Sólo 44 paras han rendido versiones libres de 3.000 que se postularon a Ley de Justicia y Paz

A dos años de expedida la norma y pasados apenas seis meses desde su aplicación, los colombianos se preguntan para qué ha servido. Análisis de la Fundación Ideas para la Paz, FIP.

María Victoria Llorente y Juan Sebastián Ospina
2 de agosto de 2007

Un balance del actual proceso de la Ley de Justicia y Paz debe partir del examen general de dos cuestiones: qué se quiso lograr con su expedición y qué se ha podido conseguir hasta el momento. En cuanto a lo primero vale recordar que la Ley de Justicia y Paz se originó como un instrumento de paz que ofrecía incentivos y beneficios para los grupos paramilitares que comenzaron a desmovilizarse en noviembre de 2003. En este caso, a diferencia de las experiencias de los 80 y 90 en donde la búsqueda de la paz fue a través de la negociación, reconociéndoles su carácter político a los grupos que decidieron desmovilizarse, los beneficios jurídicos y políticos creados por la Ley 975 no concedían dos medidas de negociación ya “clásicas” en Colombia: la amnistía y el indulto. Esto porque una norma previa, la Ley 782 de 2002, excluía de sus beneficios a quienes hubiesen cometido delitos de barbarie o de lesa humanidad. Así, la Ley de Justicia y Paz se construyó con dos objetivos: por un lado, facilitar los procesos de paz y reinserción de miembros de grupos armados al margen de la ley que hubieran cometido delitos atroces, de ferocidad o barbarie, y por el otro, incorporar las garantías de la tríada de elementos de la justicia transicional, es decir, los derechos de las víctimas a la verdad, la justicia y la reparación.

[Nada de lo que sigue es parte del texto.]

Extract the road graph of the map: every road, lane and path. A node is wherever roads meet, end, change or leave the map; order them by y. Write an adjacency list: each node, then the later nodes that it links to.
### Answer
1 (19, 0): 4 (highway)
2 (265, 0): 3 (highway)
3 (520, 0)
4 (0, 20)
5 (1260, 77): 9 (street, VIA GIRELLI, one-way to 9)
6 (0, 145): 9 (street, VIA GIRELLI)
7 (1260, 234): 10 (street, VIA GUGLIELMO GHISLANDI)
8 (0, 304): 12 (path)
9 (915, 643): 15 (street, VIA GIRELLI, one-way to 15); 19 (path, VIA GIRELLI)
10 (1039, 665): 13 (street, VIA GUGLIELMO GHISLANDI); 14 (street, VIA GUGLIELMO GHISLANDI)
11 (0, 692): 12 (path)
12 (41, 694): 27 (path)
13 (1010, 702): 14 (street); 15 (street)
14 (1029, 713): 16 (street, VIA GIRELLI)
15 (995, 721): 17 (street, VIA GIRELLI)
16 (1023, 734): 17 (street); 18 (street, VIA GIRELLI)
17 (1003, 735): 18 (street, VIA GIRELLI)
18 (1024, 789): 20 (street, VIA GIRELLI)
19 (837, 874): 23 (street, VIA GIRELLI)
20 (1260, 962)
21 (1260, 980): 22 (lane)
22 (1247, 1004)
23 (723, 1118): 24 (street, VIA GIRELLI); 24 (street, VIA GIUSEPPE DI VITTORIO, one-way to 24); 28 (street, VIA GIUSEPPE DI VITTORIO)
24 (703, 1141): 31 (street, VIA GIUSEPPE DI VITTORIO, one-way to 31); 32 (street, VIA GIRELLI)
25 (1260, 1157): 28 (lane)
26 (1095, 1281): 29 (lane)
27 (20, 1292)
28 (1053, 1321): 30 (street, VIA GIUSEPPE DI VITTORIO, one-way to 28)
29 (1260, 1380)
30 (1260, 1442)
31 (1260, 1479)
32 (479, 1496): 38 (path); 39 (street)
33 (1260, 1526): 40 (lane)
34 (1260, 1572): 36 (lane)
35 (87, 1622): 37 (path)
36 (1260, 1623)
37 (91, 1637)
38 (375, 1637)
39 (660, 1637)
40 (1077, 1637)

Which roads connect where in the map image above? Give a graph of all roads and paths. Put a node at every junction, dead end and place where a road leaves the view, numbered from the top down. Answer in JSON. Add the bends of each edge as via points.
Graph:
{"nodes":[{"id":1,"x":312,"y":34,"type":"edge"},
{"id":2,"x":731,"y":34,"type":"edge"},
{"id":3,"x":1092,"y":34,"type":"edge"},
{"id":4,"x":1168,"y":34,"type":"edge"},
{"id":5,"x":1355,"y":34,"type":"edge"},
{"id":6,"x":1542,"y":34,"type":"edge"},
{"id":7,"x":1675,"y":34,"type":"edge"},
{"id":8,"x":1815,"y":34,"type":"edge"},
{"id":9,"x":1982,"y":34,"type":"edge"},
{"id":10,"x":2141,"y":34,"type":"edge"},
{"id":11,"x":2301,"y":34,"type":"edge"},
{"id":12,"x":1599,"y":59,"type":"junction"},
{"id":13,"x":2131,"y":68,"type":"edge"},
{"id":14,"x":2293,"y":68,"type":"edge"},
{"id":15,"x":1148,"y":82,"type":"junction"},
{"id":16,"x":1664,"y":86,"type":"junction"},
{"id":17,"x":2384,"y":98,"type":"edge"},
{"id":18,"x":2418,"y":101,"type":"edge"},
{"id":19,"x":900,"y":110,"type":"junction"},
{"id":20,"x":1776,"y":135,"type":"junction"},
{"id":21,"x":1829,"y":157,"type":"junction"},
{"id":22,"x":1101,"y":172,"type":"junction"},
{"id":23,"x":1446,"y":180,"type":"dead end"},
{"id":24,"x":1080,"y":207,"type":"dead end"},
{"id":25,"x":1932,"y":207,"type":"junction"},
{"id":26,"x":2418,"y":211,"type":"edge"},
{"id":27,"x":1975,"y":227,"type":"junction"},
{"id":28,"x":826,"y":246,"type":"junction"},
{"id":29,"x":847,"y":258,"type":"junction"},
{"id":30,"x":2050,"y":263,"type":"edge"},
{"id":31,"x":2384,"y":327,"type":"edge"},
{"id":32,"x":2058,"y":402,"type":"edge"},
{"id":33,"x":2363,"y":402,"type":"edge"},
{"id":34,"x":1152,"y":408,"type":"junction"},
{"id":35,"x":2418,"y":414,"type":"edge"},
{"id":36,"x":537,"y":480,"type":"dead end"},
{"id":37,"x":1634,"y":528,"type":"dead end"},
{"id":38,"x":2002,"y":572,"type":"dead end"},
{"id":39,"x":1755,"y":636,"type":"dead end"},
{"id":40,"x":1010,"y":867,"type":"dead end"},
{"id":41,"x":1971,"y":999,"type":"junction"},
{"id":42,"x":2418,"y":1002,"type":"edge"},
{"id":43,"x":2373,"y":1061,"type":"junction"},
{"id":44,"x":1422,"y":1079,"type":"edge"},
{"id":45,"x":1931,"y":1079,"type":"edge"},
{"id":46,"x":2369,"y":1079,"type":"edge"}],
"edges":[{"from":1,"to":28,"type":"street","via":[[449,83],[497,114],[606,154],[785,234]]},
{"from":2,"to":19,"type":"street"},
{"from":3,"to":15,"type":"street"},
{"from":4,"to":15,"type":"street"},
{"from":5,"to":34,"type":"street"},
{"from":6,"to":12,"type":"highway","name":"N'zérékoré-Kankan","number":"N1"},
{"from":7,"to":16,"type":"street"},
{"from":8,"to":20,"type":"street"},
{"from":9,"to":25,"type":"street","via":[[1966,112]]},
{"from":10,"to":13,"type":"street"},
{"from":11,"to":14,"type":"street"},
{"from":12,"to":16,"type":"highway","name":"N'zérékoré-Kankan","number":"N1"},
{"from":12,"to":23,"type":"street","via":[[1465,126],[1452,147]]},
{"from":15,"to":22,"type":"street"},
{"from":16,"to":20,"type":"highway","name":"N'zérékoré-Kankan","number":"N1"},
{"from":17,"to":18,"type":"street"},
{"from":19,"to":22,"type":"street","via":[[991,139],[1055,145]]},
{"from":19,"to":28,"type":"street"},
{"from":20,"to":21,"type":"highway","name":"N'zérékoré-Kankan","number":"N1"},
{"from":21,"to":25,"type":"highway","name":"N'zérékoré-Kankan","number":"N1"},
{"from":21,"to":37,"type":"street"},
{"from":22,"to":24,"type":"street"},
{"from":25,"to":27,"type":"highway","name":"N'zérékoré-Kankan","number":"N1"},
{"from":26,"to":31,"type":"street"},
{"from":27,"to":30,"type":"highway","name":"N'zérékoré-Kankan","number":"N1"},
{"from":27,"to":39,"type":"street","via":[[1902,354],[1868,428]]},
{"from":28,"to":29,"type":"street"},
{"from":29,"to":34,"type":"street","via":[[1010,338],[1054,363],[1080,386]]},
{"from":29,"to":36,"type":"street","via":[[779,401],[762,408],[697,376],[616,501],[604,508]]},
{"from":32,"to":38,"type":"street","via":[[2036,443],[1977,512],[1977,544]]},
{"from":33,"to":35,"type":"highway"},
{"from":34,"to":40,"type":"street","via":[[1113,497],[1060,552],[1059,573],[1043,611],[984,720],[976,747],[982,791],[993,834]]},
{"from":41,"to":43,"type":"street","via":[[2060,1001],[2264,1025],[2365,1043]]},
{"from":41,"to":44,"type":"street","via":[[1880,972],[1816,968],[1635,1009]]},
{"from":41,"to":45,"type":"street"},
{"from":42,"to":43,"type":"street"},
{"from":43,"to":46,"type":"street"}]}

La segunda cuestión relevante para un balance de la Ley 975 tiene que ver con señalar lo que se ha avanzado hasta el momento, amén de la desmovilización de 31.000 miembros de las AUC. Luego de dos años de promulgada y de apenas seis meses de aplicación, los hechos demuestran que se está haciendo lo que se puede con lo que se tiene. De los cerca de 3.000 excombatientes de grupos paramilitares que se postularon a Justicia y Paz, tan sólo 44 han realizado versiones libres de las cuales cuatro ya terminaron y hay programadas para este semestre otras 264 versiones. Por otro parte, se han registrado 70.000 víctimas ante la Fiscalía, de las cuales 23.000 están acreditadas dentro de los procesos en curso y tan sólo unas 3.000 cuentan con algún tipo de representación legal. Claramente el ritmo lo están imponiendo los procesos judiciales y al paso que vamos tardaremos años por no decir décadas, en alcanzar los objetivos de la justicia transicional.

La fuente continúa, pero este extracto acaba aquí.